TASK PROMPT:
Retype each entry below, keeping every character the same.

Source data
════

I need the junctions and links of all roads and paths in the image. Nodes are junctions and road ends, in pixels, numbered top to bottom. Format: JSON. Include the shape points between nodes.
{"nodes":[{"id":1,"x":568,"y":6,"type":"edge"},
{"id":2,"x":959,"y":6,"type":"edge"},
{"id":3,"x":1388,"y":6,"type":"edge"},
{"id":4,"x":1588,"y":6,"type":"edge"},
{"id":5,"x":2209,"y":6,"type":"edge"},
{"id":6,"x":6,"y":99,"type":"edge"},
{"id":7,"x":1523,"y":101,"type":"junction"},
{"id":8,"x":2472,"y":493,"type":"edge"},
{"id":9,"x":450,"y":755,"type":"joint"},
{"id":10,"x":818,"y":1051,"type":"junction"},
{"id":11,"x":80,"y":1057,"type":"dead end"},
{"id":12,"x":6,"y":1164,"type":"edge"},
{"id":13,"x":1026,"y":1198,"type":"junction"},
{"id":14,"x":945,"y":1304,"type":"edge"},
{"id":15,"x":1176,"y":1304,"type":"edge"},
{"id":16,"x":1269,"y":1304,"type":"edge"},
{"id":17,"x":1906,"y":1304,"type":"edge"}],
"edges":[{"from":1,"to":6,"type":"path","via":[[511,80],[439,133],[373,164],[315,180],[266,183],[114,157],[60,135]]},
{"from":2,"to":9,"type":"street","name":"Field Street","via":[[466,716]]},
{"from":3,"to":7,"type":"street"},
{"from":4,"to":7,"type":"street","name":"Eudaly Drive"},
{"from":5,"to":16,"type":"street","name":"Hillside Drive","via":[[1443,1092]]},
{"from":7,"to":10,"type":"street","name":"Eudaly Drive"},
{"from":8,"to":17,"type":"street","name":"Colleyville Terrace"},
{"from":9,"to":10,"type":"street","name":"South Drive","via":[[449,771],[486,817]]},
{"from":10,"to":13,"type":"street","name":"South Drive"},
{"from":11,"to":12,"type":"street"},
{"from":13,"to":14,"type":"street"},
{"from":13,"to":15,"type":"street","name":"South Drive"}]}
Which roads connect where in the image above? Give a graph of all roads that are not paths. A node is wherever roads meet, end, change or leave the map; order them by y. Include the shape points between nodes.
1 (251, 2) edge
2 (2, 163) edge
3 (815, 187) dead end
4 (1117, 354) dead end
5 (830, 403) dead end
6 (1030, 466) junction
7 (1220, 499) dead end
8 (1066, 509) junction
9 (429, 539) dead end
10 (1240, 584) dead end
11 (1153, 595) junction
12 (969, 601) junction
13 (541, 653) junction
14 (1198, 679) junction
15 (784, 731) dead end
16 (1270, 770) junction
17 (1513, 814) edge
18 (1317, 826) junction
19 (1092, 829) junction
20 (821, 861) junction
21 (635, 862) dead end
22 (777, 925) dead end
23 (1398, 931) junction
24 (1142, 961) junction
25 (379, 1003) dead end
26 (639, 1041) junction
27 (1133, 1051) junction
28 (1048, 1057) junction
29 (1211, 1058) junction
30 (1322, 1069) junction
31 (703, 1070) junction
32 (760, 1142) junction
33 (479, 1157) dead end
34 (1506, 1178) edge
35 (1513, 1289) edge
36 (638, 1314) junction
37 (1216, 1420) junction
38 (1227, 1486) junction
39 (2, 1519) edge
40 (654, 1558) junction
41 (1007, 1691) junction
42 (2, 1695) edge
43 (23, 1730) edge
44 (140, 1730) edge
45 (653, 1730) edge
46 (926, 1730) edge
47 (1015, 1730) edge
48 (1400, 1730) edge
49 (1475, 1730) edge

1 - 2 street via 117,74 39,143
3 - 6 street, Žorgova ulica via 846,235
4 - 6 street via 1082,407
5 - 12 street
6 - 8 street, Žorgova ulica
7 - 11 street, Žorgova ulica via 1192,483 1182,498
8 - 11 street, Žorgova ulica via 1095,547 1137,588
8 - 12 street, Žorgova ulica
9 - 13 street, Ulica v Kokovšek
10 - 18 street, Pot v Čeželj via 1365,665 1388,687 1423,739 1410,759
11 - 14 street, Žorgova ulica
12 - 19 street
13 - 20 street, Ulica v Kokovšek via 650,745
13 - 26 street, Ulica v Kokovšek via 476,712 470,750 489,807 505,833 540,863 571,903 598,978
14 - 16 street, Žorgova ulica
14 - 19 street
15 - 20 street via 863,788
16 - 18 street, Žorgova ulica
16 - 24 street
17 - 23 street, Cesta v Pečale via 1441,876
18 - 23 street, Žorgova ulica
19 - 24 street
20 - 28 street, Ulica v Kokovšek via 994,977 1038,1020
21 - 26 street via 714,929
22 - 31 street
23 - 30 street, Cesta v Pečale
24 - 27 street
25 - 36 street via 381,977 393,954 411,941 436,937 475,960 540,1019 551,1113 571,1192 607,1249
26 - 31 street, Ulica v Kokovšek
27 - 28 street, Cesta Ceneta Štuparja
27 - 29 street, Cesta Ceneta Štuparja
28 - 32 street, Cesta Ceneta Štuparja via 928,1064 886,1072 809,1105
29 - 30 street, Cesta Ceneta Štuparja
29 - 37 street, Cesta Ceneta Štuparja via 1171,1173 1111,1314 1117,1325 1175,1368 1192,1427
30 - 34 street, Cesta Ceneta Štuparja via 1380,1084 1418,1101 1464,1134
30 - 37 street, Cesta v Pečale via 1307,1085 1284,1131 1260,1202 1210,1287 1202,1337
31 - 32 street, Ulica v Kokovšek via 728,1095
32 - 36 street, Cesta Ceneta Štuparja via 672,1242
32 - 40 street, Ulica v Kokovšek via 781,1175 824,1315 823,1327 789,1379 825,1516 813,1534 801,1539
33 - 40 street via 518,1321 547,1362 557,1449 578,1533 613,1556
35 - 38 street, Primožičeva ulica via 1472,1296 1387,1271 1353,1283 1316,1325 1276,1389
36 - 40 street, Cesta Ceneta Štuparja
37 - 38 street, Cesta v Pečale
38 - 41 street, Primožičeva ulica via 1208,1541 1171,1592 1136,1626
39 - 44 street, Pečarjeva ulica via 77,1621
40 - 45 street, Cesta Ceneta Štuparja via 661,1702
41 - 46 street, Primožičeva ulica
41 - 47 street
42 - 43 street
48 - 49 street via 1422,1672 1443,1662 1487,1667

════

TASK RESULT:
I need the junctions and links of all roads and paths in the image. Nodes are junctions and road ends, in pixels, numbered top to bottom. Format: JSON. Include the shape points between nodes.
{"nodes":[{"id":1,"x":568,"y":6,"type":"edge"},
{"id":2,"x":959,"y":6,"type":"edge"},
{"id":3,"x":1388,"y":6,"type":"edge"},
{"id":4,"x":1588,"y":6,"type":"edge"},
{"id":5,"x":2209,"y":6,"type":"edge"},
{"id":6,"x":6,"y":99,"type":"edge"},
{"id":7,"x":1523,"y":101,"type":"junction"},
{"id":8,"x":2472,"y":493,"type":"edge"},
{"id":9,"x":450,"y":755,"type":"joint"},
{"id":10,"x":818,"y":1051,"type":"junction"},
{"id":11,"x":80,"y":1057,"type":"dead end"},
{"id":12,"x":6,"y":1164,"type":"edge"},
{"id":13,"x":1026,"y":1198,"type":"junction"},
{"id":14,"x":945,"y":1304,"type":"edge"},
{"id":15,"x":1176,"y":1304,"type":"edge"},
{"id":16,"x":1269,"y":1304,"type":"edge"},
{"id":17,"x":1906,"y":1304,"type":"edge"}],
"edges":[{"from":1,"to":6,"type":"path","via":[[511,80],[439,133],[373,164],[315,180],[266,183],[114,157],[60,135]]},
{"from":2,"to":9,"type":"street","name":"Field Street","via":[[466,716]]},
{"from":3,"to":7,"type":"street"},
{"from":4,"to":7,"type":"street","name":"Eudaly Drive"},
{"from":5,"to":16,"type":"street","name":"Hillside Drive","via":[[1443,1092]]},
{"from":7,"to":10,"type":"street","name":"Eudaly Drive"},
{"from":8,"to":17,"type":"street","name":"Colleyville Terrace"},
{"from":9,"to":10,"type":"street","name":"South Drive","via":[[449,771],[486,817]]},
{"from":10,"to":13,"type":"street","name":"South Drive"},
{"from":11,"to":12,"type":"street"},
{"from":13,"to":14,"type":"street"},
{"from":13,"to":15,"type":"street","name":"South Drive"}]}
Which roads connect where in the image above? Give a graph of all roads that are not paths. A node is wherever roads meet, end, change or leave the map; order them by y. Include the shape points between nodes.
1 (251, 2) edge
2 (2, 163) edge
3 (815, 187) dead end
4 (1117, 354) dead end
5 (830, 403) dead end
6 (1030, 466) junction
7 (1220, 499) dead end
8 (1066, 509) junction
9 (429, 539) dead end
10 (1240, 584) dead end
11 (1153, 595) junction
12 (969, 601) junction
13 (541, 653) junction
14 (1198, 679) junction
15 (784, 731) dead end
16 (1270, 770) junction
17 (1513, 814) edge
18 (1317, 826) junction
19 (1092, 829) junction
20 (821, 861) junction
21 (635, 862) dead end
22 (777, 925) dead end
23 (1398, 931) junction
24 (1142, 961) junction
25 (379, 1003) dead end
26 (639, 1041) junction
27 (1133, 1051) junction
28 (1048, 1057) junction
29 (1211, 1058) junction
30 (1322, 1069) junction
31 (703, 1070) junction
32 (760, 1142) junction
33 (479, 1157) dead end
34 (1506, 1178) edge
35 (1513, 1289) edge
36 (638, 1314) junction
37 (1216, 1420) junction
38 (1227, 1486) junction
39 (2, 1519) edge
40 (654, 1558) junction
41 (1007, 1691) junction
42 (2, 1695) edge
43 (23, 1730) edge
44 (140, 1730) edge
45 (653, 1730) edge
46 (926, 1730) edge
47 (1015, 1730) edge
48 (1400, 1730) edge
49 (1475, 1730) edge

1 - 2 street via 117,74 39,143
3 - 6 street, Žorgova ulica via 846,235
4 - 6 street via 1082,407
5 - 12 street
6 - 8 street, Žorgova ulica
7 - 11 street, Žorgova ulica via 1192,483 1182,498
8 - 11 street, Žorgova ulica via 1095,547 1137,588
8 - 12 street, Žorgova ulica
9 - 13 street, Ulica v Kokovšek
10 - 18 street, Pot v Čeželj via 1365,665 1388,687 1423,739 1410,759
11 - 14 street, Žorgova ulica
12 - 19 street
13 - 20 street, Ulica v Kokovšek via 650,745
13 - 26 street, Ulica v Kokovšek via 476,712 470,750 489,807 505,833 540,863 571,903 598,978
14 - 16 street, Žorgova ulica
14 - 19 street
15 - 20 street via 863,788
16 - 18 street, Žorgova ulica
16 - 24 street
17 - 23 street, Cesta v Pečale via 1441,876
18 - 23 street, Žorgova ulica
19 - 24 street
20 - 28 street, Ulica v Kokovšek via 994,977 1038,1020
21 - 26 street via 714,929
22 - 31 street
23 - 30 street, Cesta v Pečale
24 - 27 street
25 - 36 street via 381,977 393,954 411,941 436,937 475,960 540,1019 551,1113 571,1192 607,1249
26 - 31 street, Ulica v Kokovšek
27 - 28 street, Cesta Ceneta Štuparja
27 - 29 street, Cesta Ceneta Štuparja
28 - 32 street, Cesta Ceneta Štuparja via 928,1064 886,1072 809,1105
29 - 30 street, Cesta Ceneta Štuparja
29 - 37 street, Cesta Ceneta Štuparja via 1171,1173 1111,1314 1117,1325 1175,1368 1192,1427
30 - 34 street, Cesta Ceneta Štuparja via 1380,1084 1418,1101 1464,1134
30 - 37 street, Cesta v Pečale via 1307,1085 1284,1131 1260,1202 1210,1287 1202,1337
31 - 32 street, Ulica v Kokovšek via 728,1095
32 - 36 street, Cesta Ceneta Štuparja via 672,1242
32 - 40 street, Ulica v Kokovšek via 781,1175 824,1315 823,1327 789,1379 825,1516 813,1534 801,1539
33 - 40 street via 518,1321 547,1362 557,1449 578,1533 613,1556
35 - 38 street, Primožičeva ulica via 1472,1296 1387,1271 1353,1283 1316,1325 1276,1389
36 - 40 street, Cesta Ceneta Štuparja
37 - 38 street, Cesta v Pečale
38 - 41 street, Primožičeva ulica via 1208,1541 1171,1592 1136,1626
39 - 44 street, Pečarjeva ulica via 77,1621
40 - 45 street, Cesta Ceneta Štuparja via 661,1702
41 - 46 street, Primožičeva ulica
41 - 47 street
42 - 43 street
48 - 49 street via 1422,1672 1443,1662 1487,1667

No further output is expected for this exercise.